CBT therapy specialising in anxiety disorders
First and foremost, let me tell you personally that panic disorder is 100% treatable. I say this from personal experience. I had panic disorder for many years and now I do not. I know how life draining and miserable it can be to have it and I can relate to exactly how you are feeling. Panic disorder is plain and simply horrible. The first step to overcoming panic disorder (as with any other anxiety disorder) begins with understanding. As I always like to mention to my clients 'knowledge is power' and there is no situation more applicable to this than in panic disorder.
A firm foundation of knowledge about panic disorder should include information about how one comes to get it and why they in particular were vulnerable to it, how panic disorder affects the body and the neurological conditioning behind it, and finally the sufferer should be shown clearly how they keep the body and mind conditioned in this way.
These are questions I believe need to be answered and understood completely in order to make lasting recovery. A common problem with panic disorder is that people can have future relapses, usually in response to stressful events but if adequate understanding has been given then the sufferer is more likely to see a potential hazardous situation from a different point of view. Attitude accounts for much in recovery.

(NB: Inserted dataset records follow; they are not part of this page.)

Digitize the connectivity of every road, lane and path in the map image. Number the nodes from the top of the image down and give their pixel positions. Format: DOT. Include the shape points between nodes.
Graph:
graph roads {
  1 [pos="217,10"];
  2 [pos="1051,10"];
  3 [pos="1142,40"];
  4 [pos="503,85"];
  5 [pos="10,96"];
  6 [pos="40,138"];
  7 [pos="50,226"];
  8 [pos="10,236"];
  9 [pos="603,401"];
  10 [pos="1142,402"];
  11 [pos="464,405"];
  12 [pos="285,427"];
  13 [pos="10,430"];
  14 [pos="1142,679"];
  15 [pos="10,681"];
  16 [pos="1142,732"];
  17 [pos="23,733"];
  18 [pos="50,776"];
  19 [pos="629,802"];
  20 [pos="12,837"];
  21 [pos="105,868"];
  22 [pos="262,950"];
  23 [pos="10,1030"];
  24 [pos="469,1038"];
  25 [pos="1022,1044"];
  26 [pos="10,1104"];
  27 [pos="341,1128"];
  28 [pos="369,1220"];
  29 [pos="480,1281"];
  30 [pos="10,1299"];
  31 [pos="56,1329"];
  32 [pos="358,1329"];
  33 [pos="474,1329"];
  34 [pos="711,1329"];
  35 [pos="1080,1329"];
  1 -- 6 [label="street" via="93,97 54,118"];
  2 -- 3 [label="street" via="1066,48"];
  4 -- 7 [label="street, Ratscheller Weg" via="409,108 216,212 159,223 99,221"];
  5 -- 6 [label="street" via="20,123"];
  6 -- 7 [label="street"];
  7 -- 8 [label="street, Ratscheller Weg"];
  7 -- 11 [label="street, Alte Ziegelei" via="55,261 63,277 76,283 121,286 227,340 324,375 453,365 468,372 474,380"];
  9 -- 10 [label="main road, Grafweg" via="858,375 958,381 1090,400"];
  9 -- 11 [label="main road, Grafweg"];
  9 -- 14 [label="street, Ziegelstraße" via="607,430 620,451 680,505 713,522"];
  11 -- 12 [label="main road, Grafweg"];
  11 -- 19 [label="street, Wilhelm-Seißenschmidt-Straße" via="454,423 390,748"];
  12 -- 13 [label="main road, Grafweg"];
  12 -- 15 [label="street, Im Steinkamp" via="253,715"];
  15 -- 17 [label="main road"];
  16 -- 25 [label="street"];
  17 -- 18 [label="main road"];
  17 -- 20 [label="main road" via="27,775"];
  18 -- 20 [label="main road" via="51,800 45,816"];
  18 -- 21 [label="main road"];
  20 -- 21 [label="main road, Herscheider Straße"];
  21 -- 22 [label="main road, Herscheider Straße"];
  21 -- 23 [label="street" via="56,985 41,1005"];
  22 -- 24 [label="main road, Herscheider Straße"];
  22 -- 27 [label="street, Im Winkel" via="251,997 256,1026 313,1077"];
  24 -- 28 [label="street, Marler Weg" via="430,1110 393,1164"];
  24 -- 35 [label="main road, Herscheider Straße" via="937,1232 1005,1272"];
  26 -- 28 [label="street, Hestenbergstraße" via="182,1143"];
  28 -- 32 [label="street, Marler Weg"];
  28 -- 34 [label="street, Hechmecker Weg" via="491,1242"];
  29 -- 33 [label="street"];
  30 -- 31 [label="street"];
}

A few facts about panic attacks...
Panic attacks are intense episodes of fear which are so powerful that they literally take control of your mind and make you think that you are dying, going crazy, about to faint, or lose control in some way. The symptoms of a panic attack can feel so powerful and threatening that they convince you that you're in terrible danger. I always imagined when I experienced panic attacks that the fear I felt was probably no different to the fear felt if someone had held a gun to my head and I knew the end was here, they are that frightening!
Panic attacks are not dangerous though, they really are not. Simply put, they are just a combination of mass adrenaline secretion and an overactive mind working together to bring an electric flash of panic through the body. Adrenaline has its limits and cannot continuously flow, which is why panic attacks only generally last 10-15 minutes in intensity.
The very first panic attack one experiences always comes 'out of the blue' and may scare you so much that you start taking steps to protect yourself from future attacks. It's usually the hyperventilation and 'lack of sufficient air' that causes so much distress. Some people avoid the places that remind them of their first attack. Safety procedures are usually put in place after panic attacks begin to take grip on the sufferer and they may only go out when they have their mobile phone, bottled water, paper bag, chewing gum and other objects which they believe will keep them safe. These safety behaviours only serve to prolong and complicate the suffering.
Over time as panic attacks become more and more frequent they present themselves in a whole host of situations and places. Common places are crowded areas, traffic jams, or simply simply standing in a queue. Other times you might have a nocturnal panic attack, which wakes you out of a deep sleep. I remember at my worst where I would often awake after holding my breath in my sleep, a common problem with panic disorder.
You might find yourself experiencing odd feelings of depersonalization from time to time as if you seem 'outside' of yourself. I used to get these frequently and particularly whilst I was having fun or during moments of peace. All of a sudden I would get this realisation that 'here I am peacefully happy', this contrast of peace and the past suffering I had endured brought with it a sinking feeling of doom. From here I naturally felt myself slipping away from reality and into a realm of darkness and panic. It is at this point where one should be particular wary of depression.
As soon as you begin to respond more positively and accepting towards the panic then the sooner you will become free of it. A good therapist will arm you with confidence and a willingness to challenge these moments! Peace always lies on the other side of panic so go on through!